To our knowledge, no explicit mapping of survey questions to theoretical models of disability nor public contributors’ insights of such a link are evident in the UK literature, but it is understood that the social model has dominated most disability studies in the UK [29]. In parallel, there is scarce reference in UK survey questionnaires or technical guides to certain theoretical models of disability. For example, the questions from the second group set, directly referring to impairment and health conditions, have been linked to the medical model, as in these questions people with disabilities are ‘defined by their impairment or health condition, which is perceived as causing dependence and a need for treatment or care’ [30]. One participant in the study also associated this group set to the medical model. One could argue that given the similarities in wording in the first group set and the direct connotation of health conditions, this set is also linked to the medical model. However, there are questions that have been linked to models other than the medical – specifically, one of the questions in the fourth set (i.e., ‘Do you consider yourself disabled?’) has been linked by some to the social model as the individual ‘might consider themselves to be disabled by virtue of society disabling them as opposed to their medical condition causing them to be disabled’ while by others it resembles an identity model [31–34]. The same could be said for the rest of the direct questions in the fourth group set. The association of the fourth set with the social model was not shared with the participants’ choice of the biopsychosocial model. Recent recommendations by the UK’s Inclusive Data Taskforce emphasised that lead organisations in disability data collection (e.g., Office for National Statistics) should transition all disability measures to approaches that are more closely affiliated with the social and biopsychosocial approaches [35].
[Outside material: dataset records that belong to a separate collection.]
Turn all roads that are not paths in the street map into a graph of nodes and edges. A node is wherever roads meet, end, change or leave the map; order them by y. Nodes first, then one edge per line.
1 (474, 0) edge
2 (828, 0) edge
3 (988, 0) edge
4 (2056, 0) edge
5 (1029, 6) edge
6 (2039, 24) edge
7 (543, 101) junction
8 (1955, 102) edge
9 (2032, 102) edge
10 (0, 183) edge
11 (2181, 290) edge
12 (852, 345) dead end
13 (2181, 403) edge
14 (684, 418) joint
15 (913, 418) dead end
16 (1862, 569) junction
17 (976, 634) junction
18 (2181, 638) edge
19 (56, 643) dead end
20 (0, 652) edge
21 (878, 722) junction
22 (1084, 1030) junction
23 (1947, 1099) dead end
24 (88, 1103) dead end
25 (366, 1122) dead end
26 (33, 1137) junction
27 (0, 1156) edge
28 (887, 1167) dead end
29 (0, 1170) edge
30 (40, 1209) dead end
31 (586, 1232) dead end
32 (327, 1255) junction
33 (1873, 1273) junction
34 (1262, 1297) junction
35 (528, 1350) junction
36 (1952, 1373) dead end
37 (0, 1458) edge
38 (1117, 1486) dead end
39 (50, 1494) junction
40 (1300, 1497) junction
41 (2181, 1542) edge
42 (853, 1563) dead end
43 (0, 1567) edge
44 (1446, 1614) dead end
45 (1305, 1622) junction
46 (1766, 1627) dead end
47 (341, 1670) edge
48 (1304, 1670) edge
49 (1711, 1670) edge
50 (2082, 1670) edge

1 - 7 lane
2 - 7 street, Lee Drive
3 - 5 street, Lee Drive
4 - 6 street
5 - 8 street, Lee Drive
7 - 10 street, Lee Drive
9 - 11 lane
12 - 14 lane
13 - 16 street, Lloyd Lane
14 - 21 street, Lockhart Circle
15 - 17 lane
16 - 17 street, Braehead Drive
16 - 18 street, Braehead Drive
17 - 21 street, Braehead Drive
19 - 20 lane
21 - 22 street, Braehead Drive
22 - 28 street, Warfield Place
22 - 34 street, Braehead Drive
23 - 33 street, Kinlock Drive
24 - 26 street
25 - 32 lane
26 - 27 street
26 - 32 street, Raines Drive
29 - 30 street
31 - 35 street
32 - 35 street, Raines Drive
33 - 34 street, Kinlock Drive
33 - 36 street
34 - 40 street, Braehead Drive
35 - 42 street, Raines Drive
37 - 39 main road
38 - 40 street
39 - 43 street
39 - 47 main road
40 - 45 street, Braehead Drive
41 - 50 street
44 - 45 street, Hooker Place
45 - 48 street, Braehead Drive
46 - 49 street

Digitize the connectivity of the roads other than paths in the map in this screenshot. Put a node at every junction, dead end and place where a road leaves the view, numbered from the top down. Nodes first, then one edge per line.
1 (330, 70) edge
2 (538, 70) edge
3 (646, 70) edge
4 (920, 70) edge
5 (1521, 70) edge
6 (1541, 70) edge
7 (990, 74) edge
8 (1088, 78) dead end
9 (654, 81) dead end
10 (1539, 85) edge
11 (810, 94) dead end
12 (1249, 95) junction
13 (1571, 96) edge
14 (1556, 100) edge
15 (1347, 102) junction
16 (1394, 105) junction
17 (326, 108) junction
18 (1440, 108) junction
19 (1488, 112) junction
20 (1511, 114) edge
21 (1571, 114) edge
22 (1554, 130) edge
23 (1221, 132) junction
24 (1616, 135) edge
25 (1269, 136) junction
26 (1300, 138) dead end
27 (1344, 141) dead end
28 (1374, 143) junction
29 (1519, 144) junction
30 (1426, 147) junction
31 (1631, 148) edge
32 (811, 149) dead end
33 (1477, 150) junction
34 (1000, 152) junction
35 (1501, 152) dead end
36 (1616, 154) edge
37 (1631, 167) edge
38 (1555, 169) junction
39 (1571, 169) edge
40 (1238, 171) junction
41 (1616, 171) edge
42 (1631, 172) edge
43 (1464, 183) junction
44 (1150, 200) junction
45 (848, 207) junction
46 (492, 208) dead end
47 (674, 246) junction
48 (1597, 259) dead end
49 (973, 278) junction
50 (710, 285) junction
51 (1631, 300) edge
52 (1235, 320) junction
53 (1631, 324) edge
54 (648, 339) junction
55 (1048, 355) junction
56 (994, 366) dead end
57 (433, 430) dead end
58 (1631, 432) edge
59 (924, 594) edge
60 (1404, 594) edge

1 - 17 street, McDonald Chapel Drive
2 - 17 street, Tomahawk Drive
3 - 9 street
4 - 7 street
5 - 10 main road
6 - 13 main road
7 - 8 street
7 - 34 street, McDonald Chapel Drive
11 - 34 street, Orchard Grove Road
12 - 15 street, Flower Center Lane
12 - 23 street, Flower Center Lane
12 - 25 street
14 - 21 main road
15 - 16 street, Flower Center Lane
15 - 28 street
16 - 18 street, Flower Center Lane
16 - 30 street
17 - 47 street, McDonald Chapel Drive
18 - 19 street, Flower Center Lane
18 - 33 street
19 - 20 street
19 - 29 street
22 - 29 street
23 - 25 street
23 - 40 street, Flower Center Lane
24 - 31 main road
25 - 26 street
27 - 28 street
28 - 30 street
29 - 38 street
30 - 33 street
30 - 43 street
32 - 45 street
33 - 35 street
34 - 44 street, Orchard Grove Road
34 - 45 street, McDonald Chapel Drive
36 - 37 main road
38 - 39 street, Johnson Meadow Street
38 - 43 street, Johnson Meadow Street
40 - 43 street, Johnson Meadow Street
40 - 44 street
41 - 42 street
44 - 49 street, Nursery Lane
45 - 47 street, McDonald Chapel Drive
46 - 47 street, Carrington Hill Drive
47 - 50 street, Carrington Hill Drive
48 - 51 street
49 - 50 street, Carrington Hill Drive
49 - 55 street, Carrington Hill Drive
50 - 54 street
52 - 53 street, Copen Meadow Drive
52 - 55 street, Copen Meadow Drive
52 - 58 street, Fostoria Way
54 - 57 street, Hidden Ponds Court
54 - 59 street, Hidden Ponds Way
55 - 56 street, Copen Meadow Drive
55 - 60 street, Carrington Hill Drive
4.3. What could have been done differently in the mapping exercise?

Our experience with the mapping exercise has provided clarity on how such exercises can be conducted more effectively in the future. One aspect to consider is the inclusion of an actual voting mechanism into the exercise. This could serve as an interesting contrast to the indecision and variation in responses seen during the activity. Additionally, further training on what mapping generally entails and how it is done in practice would likely be beneficial to members of the public with lived experience in mapping processes. In this regard, ‘practice’ exercises can be included to address natural hiccups in the process, such as indecision, inability or unwillingness to participate and variation in voting.